• Work request
Go through the data below and copy each line that includes "Left".
################
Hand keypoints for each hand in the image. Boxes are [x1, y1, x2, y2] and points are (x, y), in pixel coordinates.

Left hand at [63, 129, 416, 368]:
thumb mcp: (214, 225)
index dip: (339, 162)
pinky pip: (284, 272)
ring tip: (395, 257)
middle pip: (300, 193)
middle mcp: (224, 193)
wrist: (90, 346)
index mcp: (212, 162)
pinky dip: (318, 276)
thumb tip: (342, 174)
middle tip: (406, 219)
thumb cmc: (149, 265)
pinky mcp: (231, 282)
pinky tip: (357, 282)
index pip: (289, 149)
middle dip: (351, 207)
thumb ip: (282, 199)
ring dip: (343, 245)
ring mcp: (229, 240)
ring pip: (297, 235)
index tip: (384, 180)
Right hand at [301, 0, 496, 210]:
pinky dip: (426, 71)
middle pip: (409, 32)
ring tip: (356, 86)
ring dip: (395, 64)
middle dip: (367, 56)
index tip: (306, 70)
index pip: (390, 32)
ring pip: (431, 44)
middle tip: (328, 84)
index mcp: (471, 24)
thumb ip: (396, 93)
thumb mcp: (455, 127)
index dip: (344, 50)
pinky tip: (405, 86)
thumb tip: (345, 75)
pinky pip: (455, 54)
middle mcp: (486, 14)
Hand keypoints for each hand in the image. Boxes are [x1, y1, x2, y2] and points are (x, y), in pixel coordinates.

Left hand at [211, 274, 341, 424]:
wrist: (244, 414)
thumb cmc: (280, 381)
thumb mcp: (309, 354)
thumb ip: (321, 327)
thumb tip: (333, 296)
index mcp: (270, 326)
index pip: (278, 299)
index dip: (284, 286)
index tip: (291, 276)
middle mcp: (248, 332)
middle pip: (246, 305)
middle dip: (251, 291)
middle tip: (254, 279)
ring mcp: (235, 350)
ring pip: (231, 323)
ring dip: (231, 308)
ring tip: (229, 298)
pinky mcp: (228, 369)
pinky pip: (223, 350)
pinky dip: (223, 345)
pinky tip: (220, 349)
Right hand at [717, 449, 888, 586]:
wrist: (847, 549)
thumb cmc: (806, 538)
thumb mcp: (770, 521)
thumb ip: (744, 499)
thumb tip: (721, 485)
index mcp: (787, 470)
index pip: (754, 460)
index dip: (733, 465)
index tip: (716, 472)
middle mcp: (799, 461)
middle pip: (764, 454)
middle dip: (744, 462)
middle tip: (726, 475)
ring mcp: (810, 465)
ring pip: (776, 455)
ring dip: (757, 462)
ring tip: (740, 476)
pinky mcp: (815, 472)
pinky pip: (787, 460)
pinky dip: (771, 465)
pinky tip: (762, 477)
################
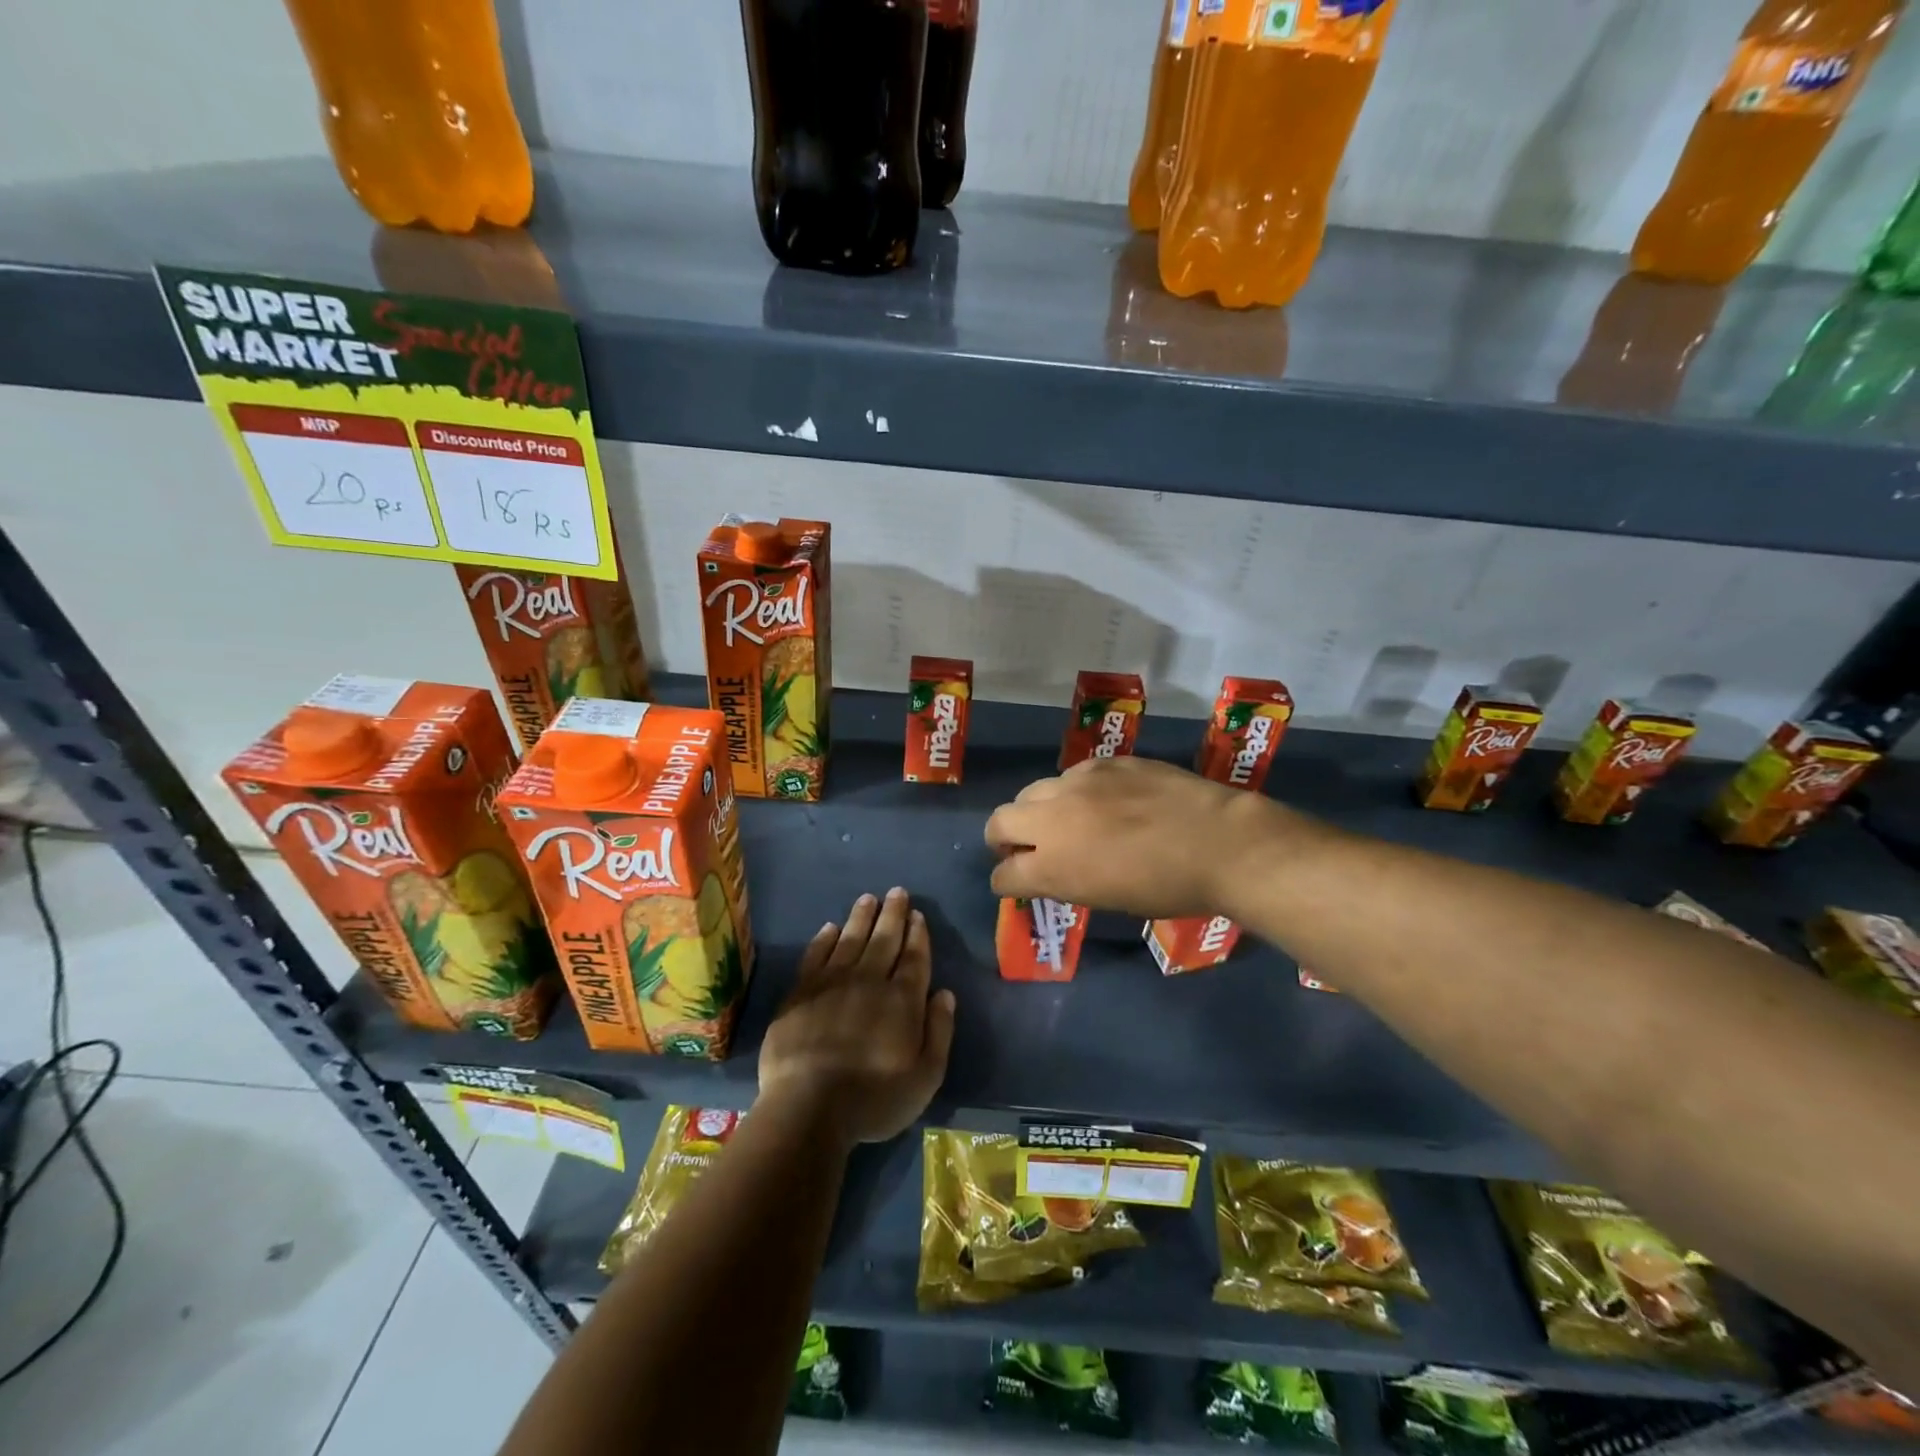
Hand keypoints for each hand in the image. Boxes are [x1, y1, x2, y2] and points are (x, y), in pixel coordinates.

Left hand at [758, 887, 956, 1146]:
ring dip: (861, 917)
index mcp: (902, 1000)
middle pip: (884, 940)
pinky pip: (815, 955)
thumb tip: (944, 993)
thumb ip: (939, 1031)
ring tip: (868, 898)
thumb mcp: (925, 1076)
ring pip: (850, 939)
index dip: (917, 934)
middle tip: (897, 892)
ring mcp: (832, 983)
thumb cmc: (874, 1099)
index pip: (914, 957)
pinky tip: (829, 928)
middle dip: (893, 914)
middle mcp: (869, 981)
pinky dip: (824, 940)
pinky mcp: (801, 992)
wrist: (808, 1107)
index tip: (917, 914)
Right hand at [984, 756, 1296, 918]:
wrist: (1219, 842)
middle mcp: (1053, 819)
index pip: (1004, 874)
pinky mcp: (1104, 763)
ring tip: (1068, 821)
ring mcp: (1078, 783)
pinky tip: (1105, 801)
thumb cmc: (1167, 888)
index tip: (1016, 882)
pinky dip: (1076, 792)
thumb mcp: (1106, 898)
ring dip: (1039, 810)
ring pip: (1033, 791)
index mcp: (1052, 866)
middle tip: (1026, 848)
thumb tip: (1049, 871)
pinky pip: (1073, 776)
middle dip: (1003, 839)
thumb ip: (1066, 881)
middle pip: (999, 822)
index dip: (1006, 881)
################
• The answer
Left hand at [63, 129, 416, 368]:
Left hand at [211, 274, 341, 424]:
Left hand at [758, 887, 956, 1146]:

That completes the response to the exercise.